Lo anterior, más una carta que me llego suscrita por Rodolfo Hernández Suárez, quien en su condición de alcalde de Bucaramanga manifiesta dictatorialmente que no rectificará y que se abstendrá de profundizar y emitir cualquier otra opinión sobre una mención desobligante que hizo con relación a una de mis columnas; llegue a pensar que ante la precariedad moral de ese mandatario, el mejor remedio es la unidad política de la mayoría de actores agraviados y agredidos por la retórica pendenciera de Don Rodolfo. 

Rodolfo Hernández arropado en su piel de oveja, se quiere comer como lobo a  todos los políticos de la región.
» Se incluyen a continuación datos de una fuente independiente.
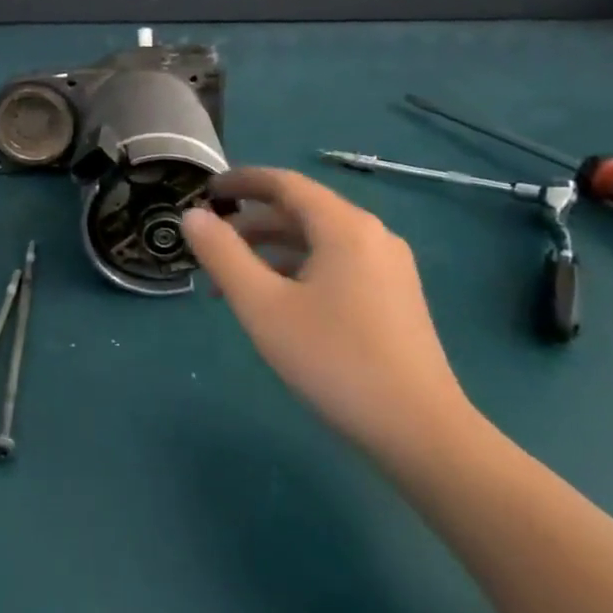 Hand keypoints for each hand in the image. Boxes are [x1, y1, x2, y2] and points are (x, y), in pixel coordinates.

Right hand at [181, 167, 474, 464]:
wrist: (420, 432)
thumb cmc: (334, 360)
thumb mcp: (262, 305)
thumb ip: (222, 254)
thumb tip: (192, 215)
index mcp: (344, 227)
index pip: (284, 183)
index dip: (241, 181)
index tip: (204, 190)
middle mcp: (371, 235)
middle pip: (300, 212)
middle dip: (250, 224)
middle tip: (209, 246)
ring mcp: (388, 267)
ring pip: (317, 242)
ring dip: (270, 251)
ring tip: (231, 283)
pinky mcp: (394, 297)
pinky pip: (335, 265)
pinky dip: (297, 270)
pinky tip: (275, 303) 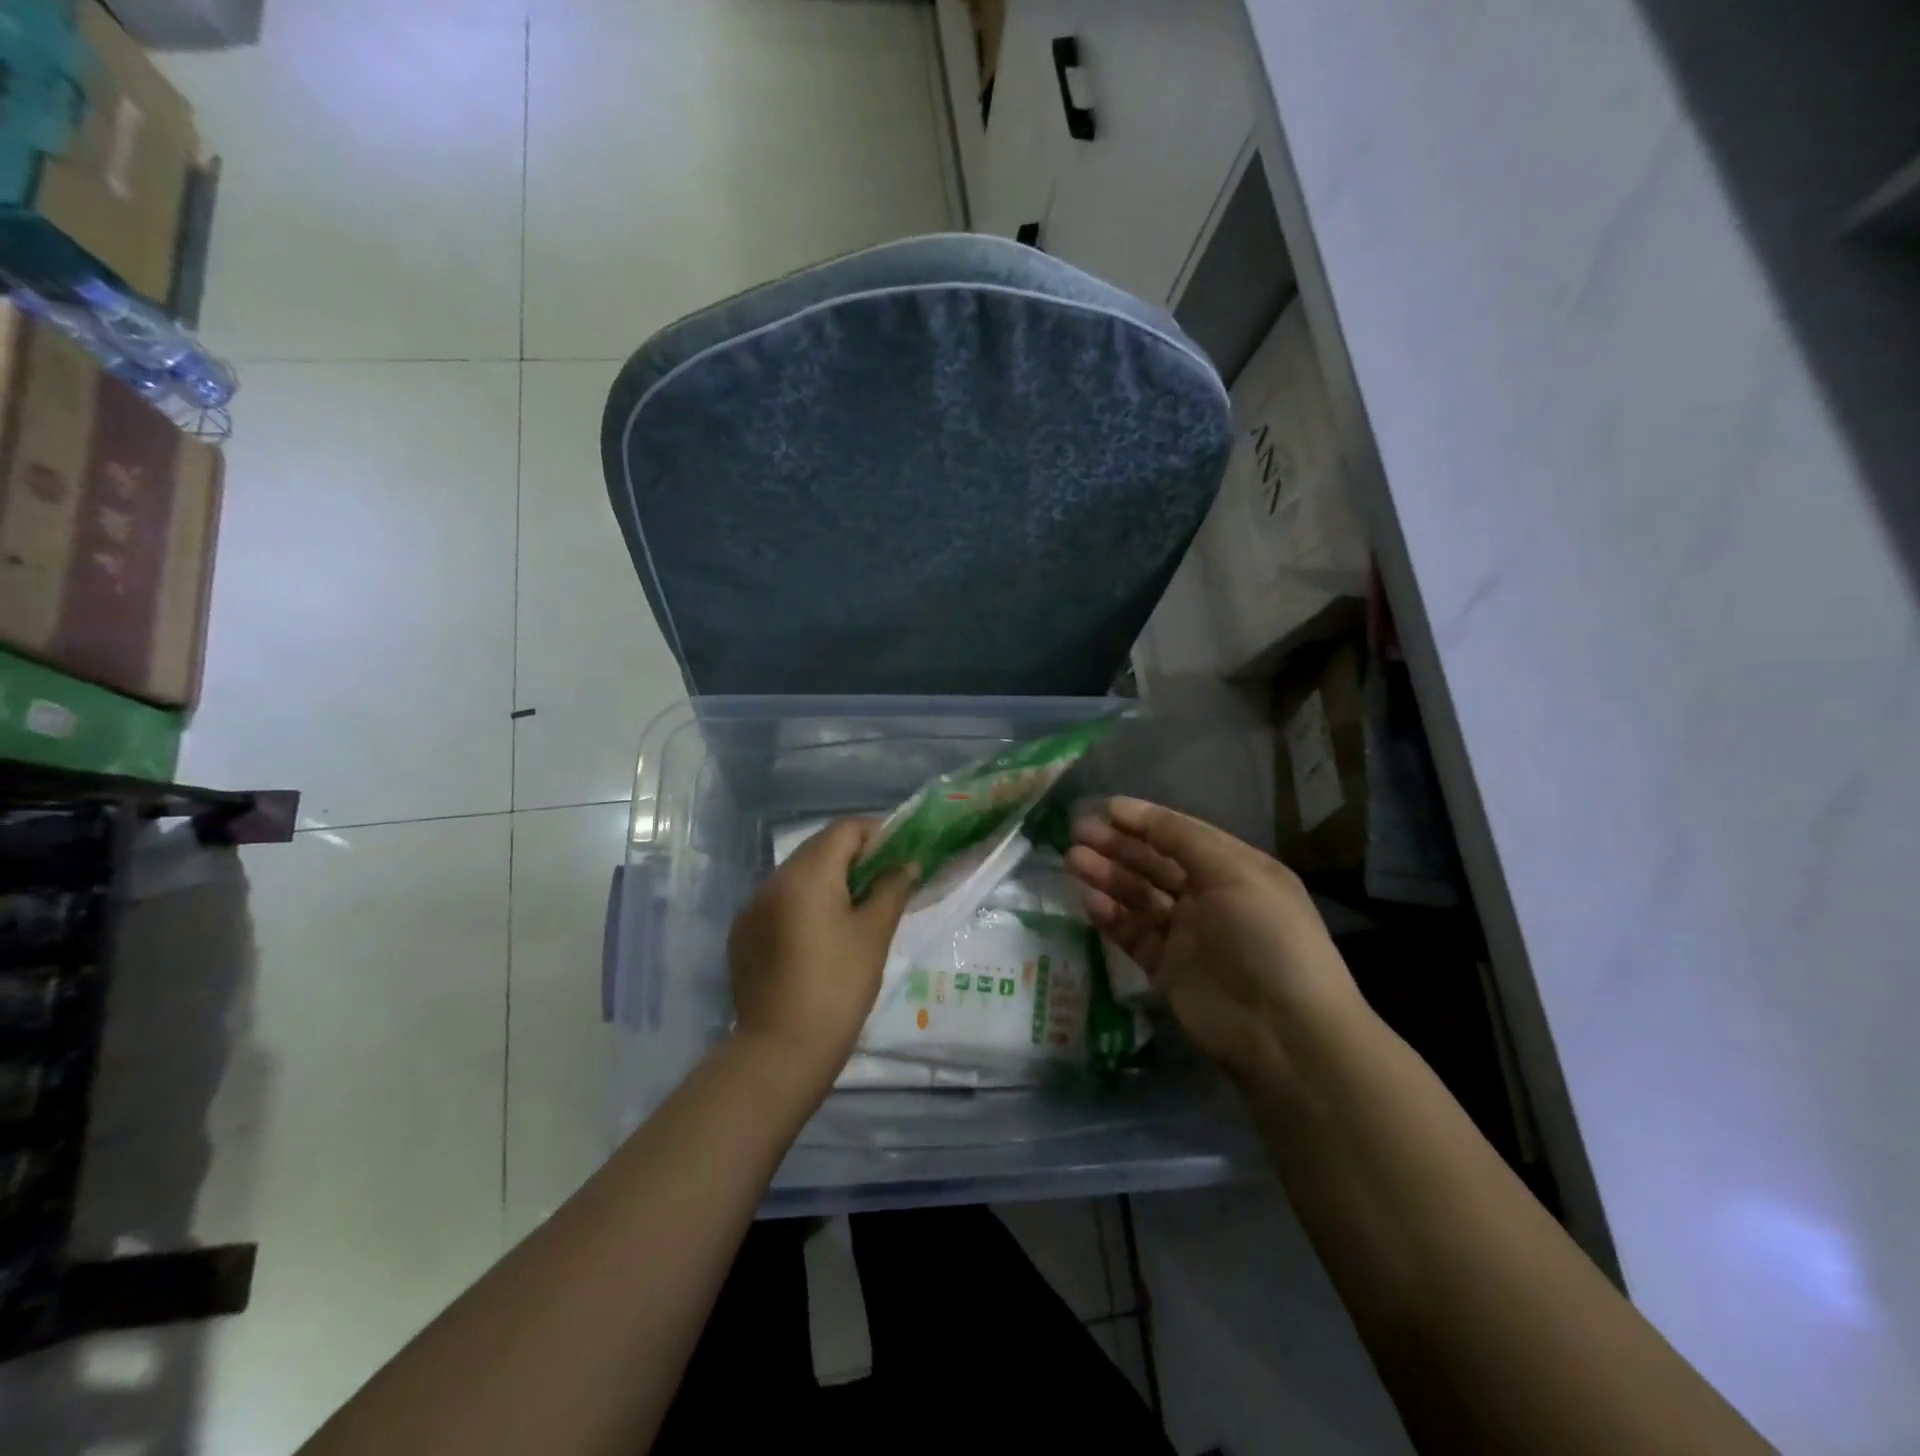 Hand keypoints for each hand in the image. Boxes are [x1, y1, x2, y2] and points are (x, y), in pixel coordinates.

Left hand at [727, 818, 917, 1090]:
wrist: (782, 1049)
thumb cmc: (839, 985)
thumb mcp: (875, 934)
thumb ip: (892, 889)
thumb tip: (907, 864)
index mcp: (807, 874)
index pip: (844, 829)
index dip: (876, 833)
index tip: (898, 855)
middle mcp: (774, 879)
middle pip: (818, 847)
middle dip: (852, 855)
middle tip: (882, 880)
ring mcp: (752, 906)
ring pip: (796, 874)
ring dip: (826, 879)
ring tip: (853, 909)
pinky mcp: (742, 933)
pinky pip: (777, 901)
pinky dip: (802, 903)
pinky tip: (818, 935)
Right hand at [1067, 797, 1363, 1087]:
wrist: (1284, 1031)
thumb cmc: (1266, 936)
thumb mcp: (1235, 872)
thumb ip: (1182, 838)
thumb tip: (1135, 811)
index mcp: (1233, 869)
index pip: (1180, 835)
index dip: (1143, 820)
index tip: (1104, 808)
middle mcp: (1209, 897)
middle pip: (1154, 863)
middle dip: (1118, 846)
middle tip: (1078, 833)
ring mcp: (1187, 934)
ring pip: (1138, 896)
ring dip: (1107, 876)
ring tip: (1074, 860)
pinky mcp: (1167, 969)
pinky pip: (1133, 934)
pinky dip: (1111, 916)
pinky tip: (1089, 901) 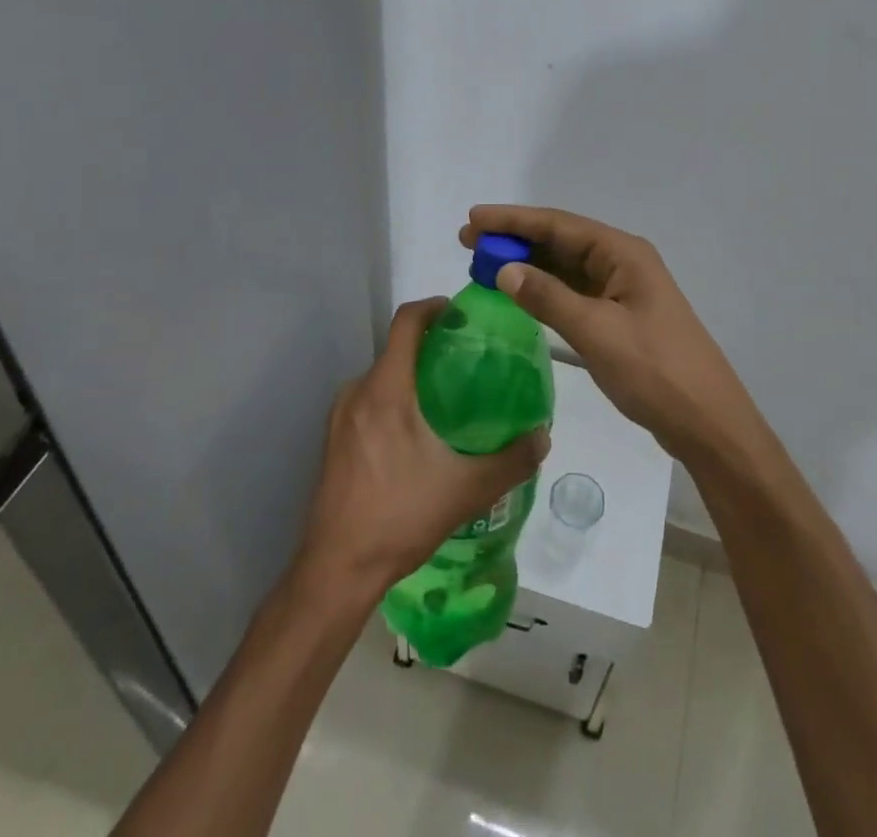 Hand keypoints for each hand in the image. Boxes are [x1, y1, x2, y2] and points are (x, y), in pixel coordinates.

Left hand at [296, 298, 549, 601]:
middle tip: (467, 363)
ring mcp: (340, 417)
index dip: (434, 307)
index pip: (406, 322)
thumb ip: (511, 460)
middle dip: (431, 347)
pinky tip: (416, 435)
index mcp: (386, 390)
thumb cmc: (400, 517)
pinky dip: (394, 401)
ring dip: (412, 377)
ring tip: (446, 400)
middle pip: (396, 349)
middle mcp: (358, 392)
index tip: (461, 314)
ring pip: (382, 378)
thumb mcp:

No ha dejado quieto a ninguno. La mayoría son blancos de sus ataques y eso sin duda le causa daño al tejido social y político de la región, más si se tiene en cuenta que con todas las pecas y lunares; siendo un antivalor, se quiere convertir y lo está logrando, que a punta de papel y micrófono se vuelva el referente de la lucha contra la corrupción. Una  escasa paradoja.

Los políticos de Santander están en cada uno de los cargos de elección por voluntad popular y por las reglas de la democracia. Tratarlos todos los días de ladrones, anarquizando y deseando caotizar las relaciones de estos con las masas, no es bueno para la salud democrática de la región. Los senadores y representantes tienen sus jueces naturales, al igual que los diputados y concejales. Ojo que Rodolfo Hernández quiere llevar la política de Santander a un escenario de escoger con pinzas los candidatos. Y ojo, que quiere que la única pinza para escogerlos, sea la de él, así tenga que escoger lo más malo. Eso es peligroso, dado que así no funciona la democracia y menos con los antecedentes que comenzamos a conocer. La política de tierra arrasada esta proscrita. Al adversario político no se le puede tratar como enemigo y menos utilizando lenguaje que incite al odio y la violencia. La Procuraduría esta en mora de un control de advertencia que evite tanta violación de derechos fundamentales y humanos por cuenta de las peroratas de Don Rodolfo.